Given information:
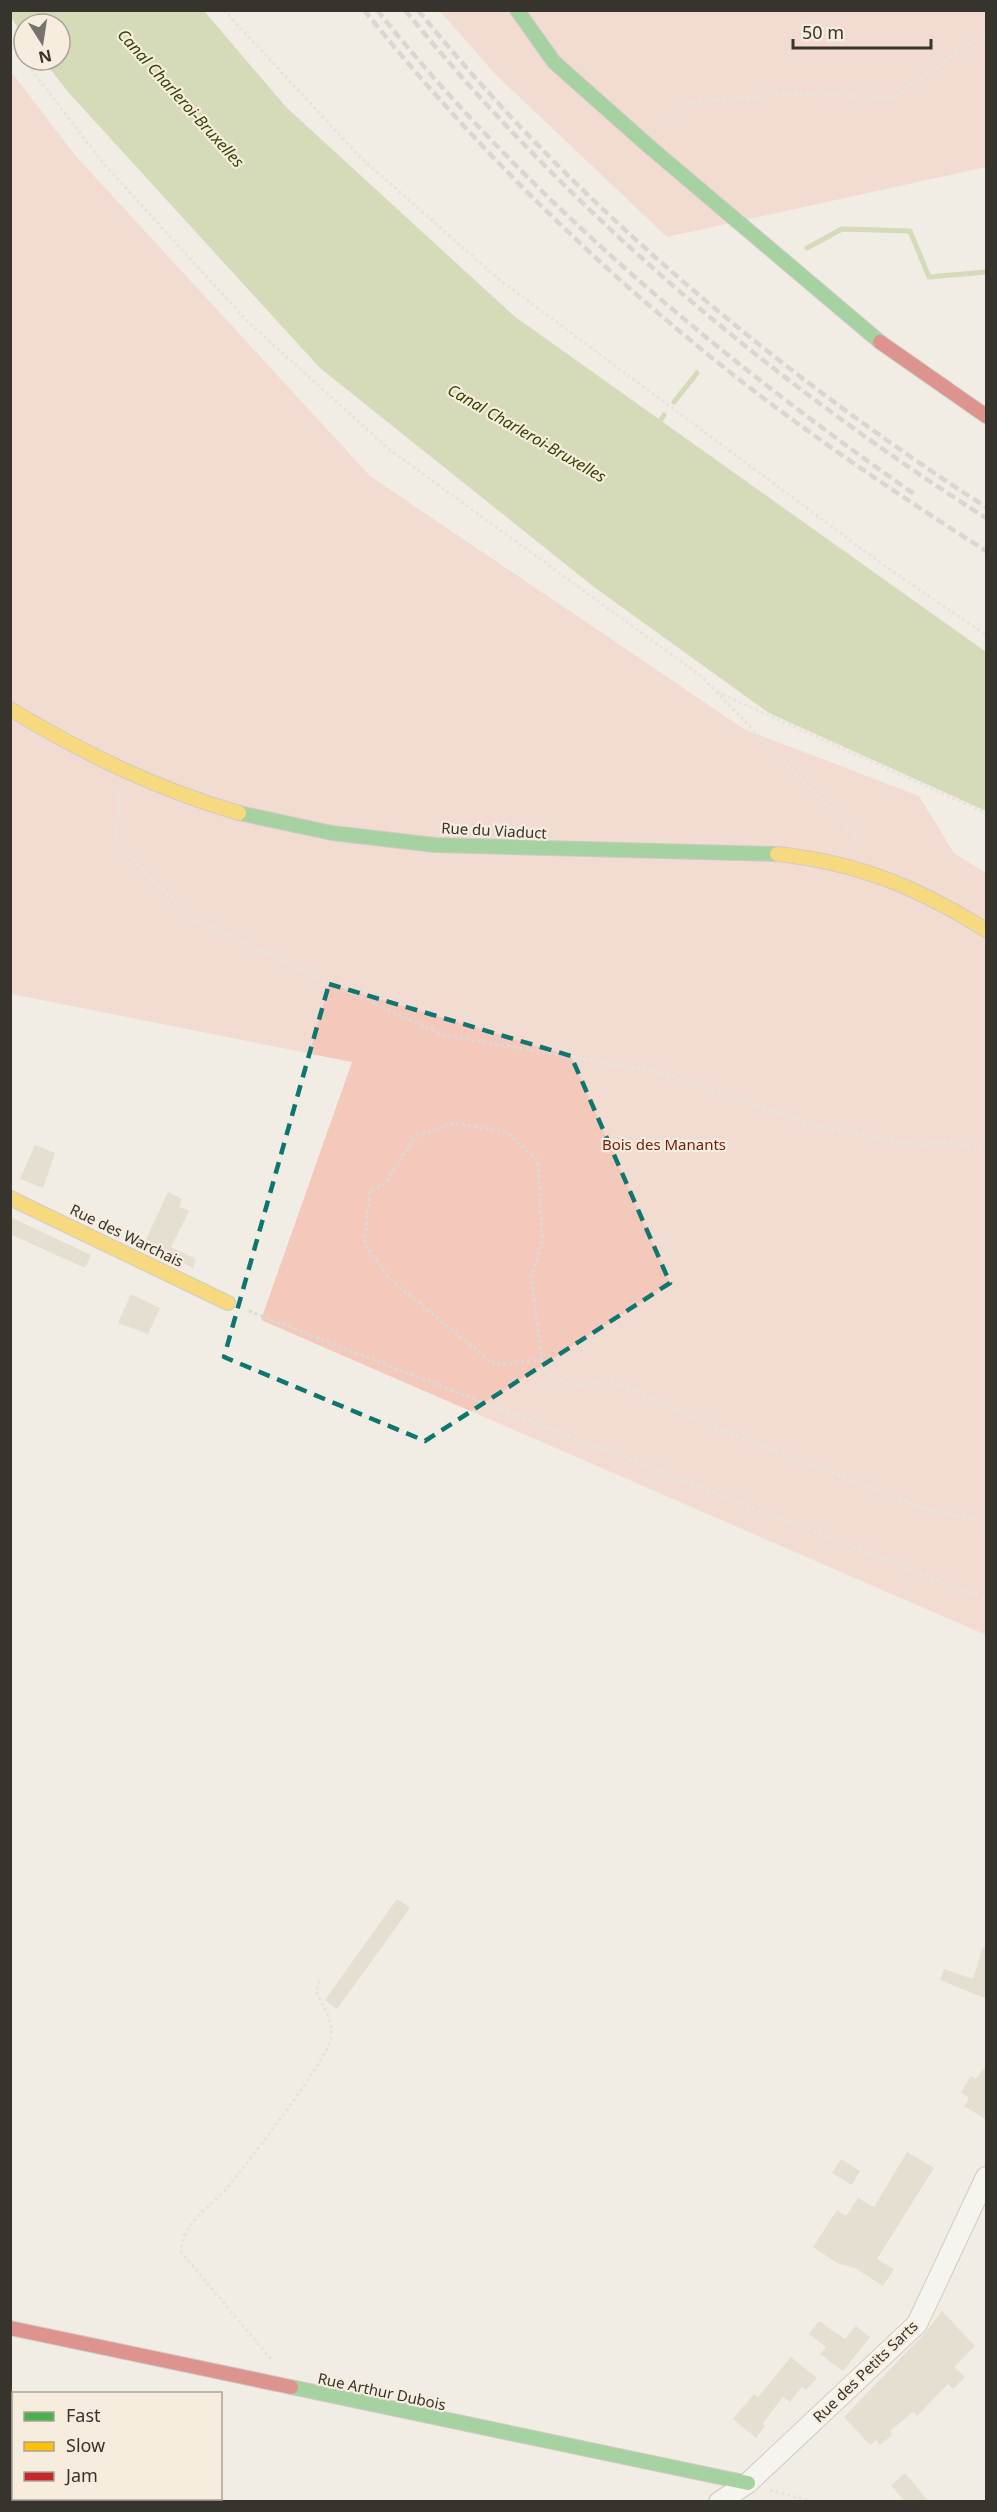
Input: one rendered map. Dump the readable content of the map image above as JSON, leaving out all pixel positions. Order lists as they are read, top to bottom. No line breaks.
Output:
{"streets":{"street":["Rue du Viaduct","Rue des Warchais","Rue des Petits Sarts","Rue Arthur Dubois"]},"crossings":[["Rue des Petits Sarts","Rue Arthur Dubois"]],"water":["Canal Charleroi-Bruxelles"],"parks":["Bois des Manants"],"legend":["Fast","Slow","Jam"],"scale_bar":"50 m","north":"bottom"}
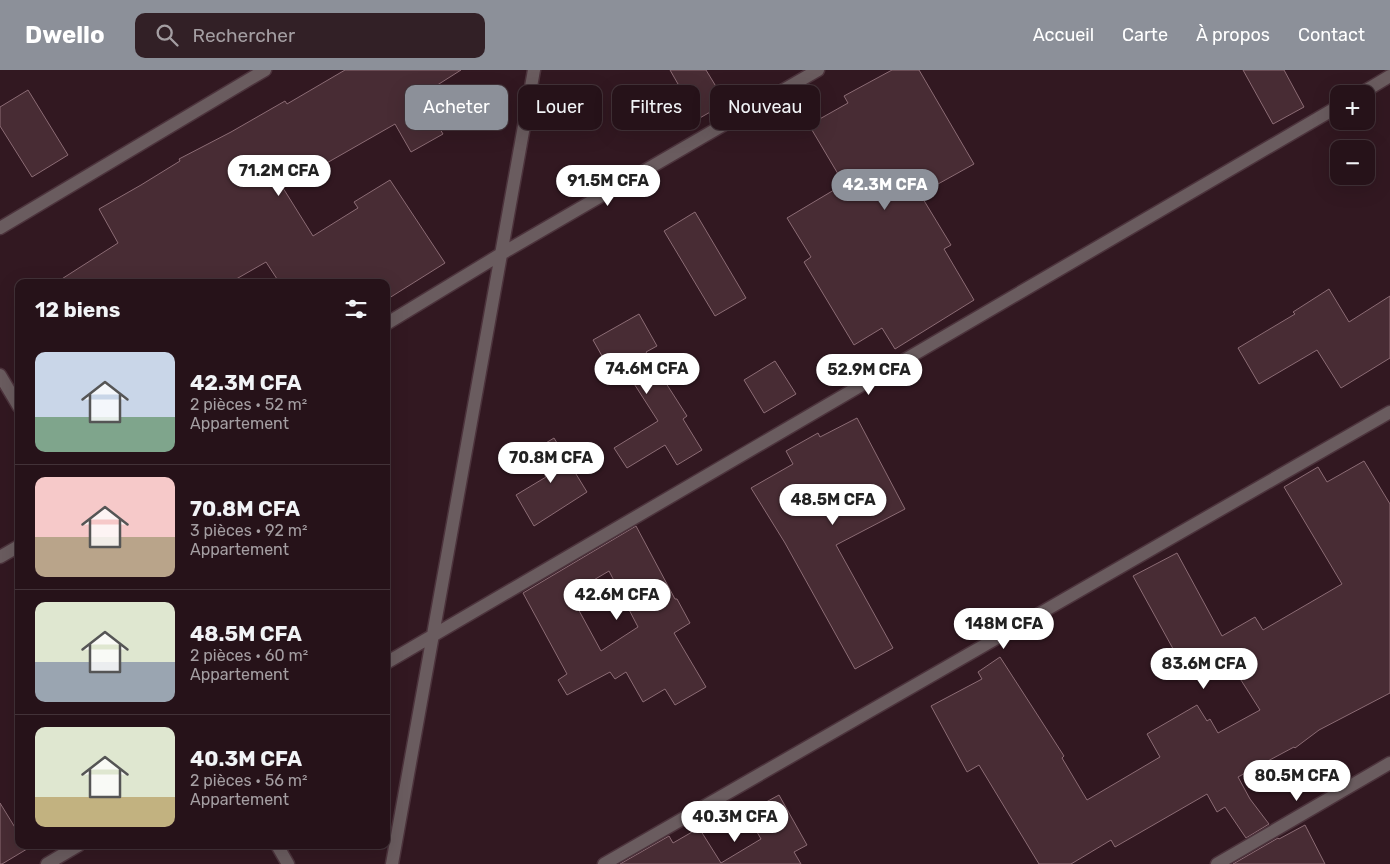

Required work:
The whole listing above is to be printed exactly; the pictures stay out.

Solved exercise:
Input: one rendered map. Dump the readable content of the map image above as JSON, leaving out all pixel positions. Order lists as they are read, top to bottom. No line breaks.
Output:
{"streets":{"street":["Rue du Viaduct","Rue des Warchais","Rue des Petits Sarts","Rue Arthur Dubois"]},"crossings":[["Rue des Petits Sarts","Rue Arthur Dubois"]],"water":["Canal Charleroi-Bruxelles"],"parks":["Bois des Manants"],"legend":["Fast","Slow","Jam"],"scale_bar":"50 m","north":"bottom"}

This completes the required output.